An attempt will be required for each assignment.

The written assignments will assess ILOs (1), (2) and (4) and they will also assess many components of ILO (3), especially essay writing, critical thinking and critical appraisal skills. The exam will assess ILOs 1-4, as well as forming an important part of students' preparation for undergraduate study by enabling them to develop the necessary skills to prepare for and undertake a formal examination.


If this unit has a Resource List, you will normally find a link to it in the Blackboard area for the unit. Sometimes there will be a separate link for each weekly topic.

If you are unable to access a list through Blackboard, you can also find it via the Resource Lists homepage. Search for the list by the unit name or code (e.g. AFAC10010).

How much time the unit requires
Each credit equates to 10 hours of total student input. For example a 20 credit unit will take you 200 hours of study to complete. Your total learning time is made up of contact time, directed learning tasks, independent learning and assessment activity.

See the Faculty workload statement relating to this unit for more information.

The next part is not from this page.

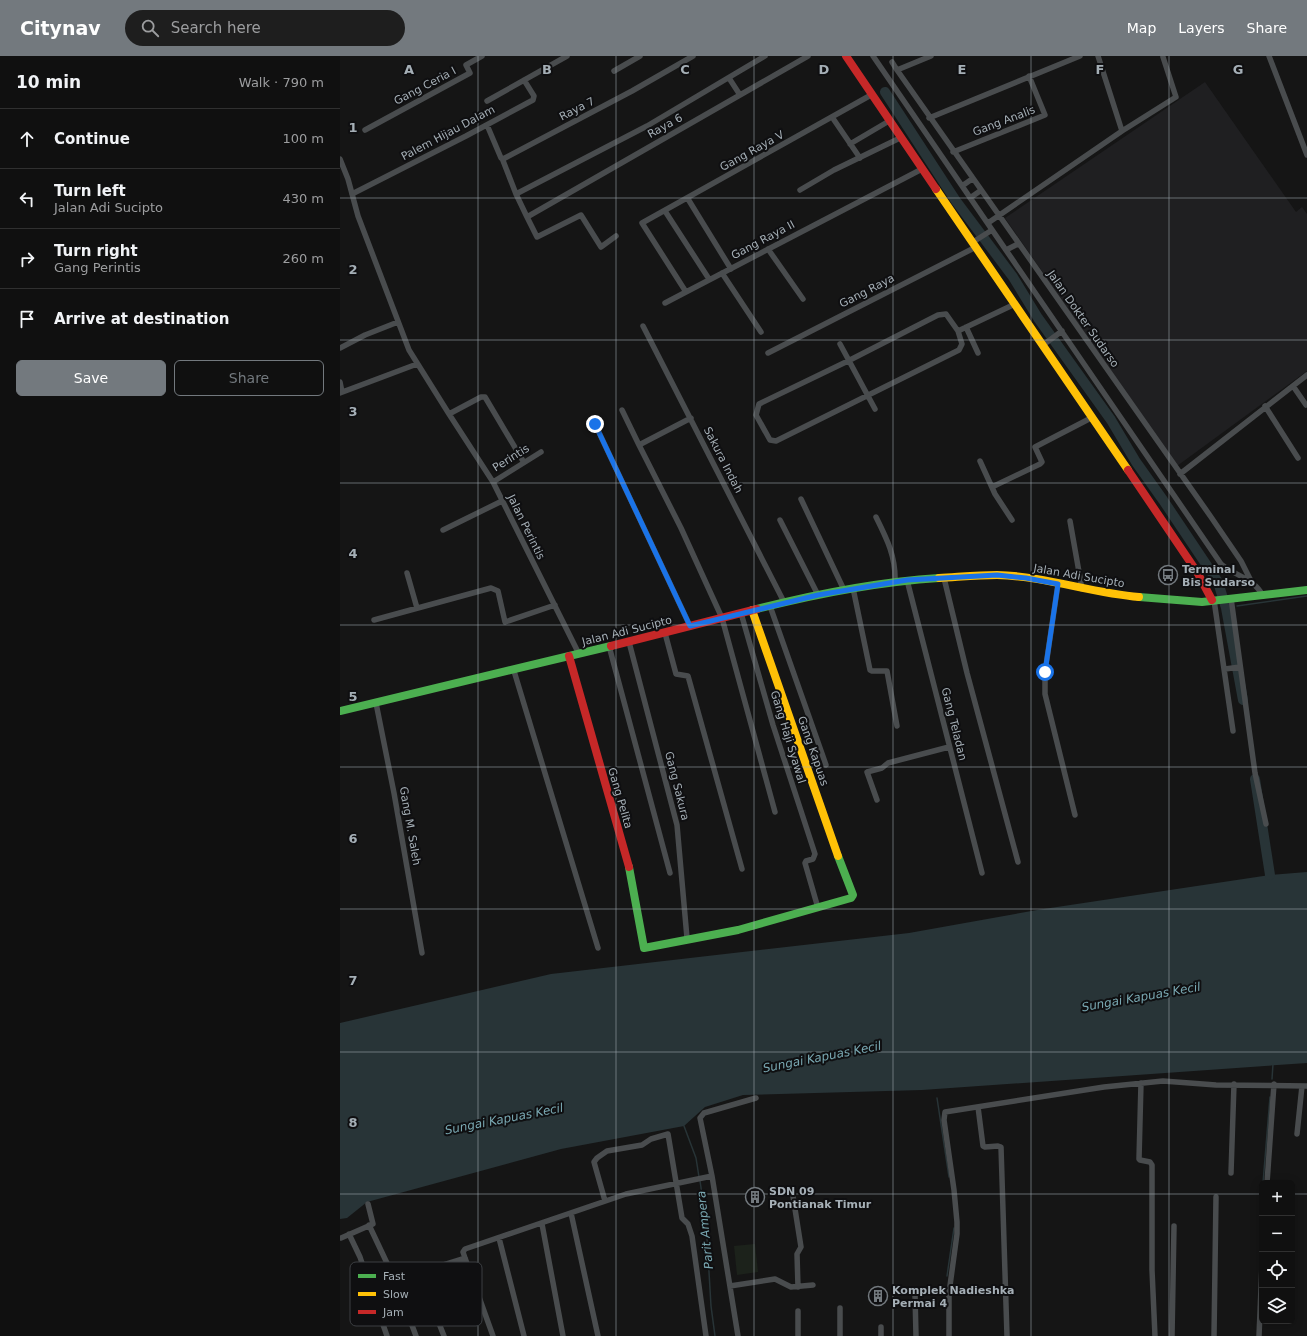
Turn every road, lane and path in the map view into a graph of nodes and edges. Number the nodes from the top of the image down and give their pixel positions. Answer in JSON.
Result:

The Board of Examiners will consider all cases where students have failed or not completed the assessments required for credit. The Board considers each student's outcomes across all the units which contribute to each year's programme of study. If you have self-certificated your absence from an assessment, you will normally be required to complete it the next time it runs (this is usually in the next assessment period).
The Board of Examiners will take into account any extenuating circumstances and operates within the Regulations and Code of Practice for Taught Programmes.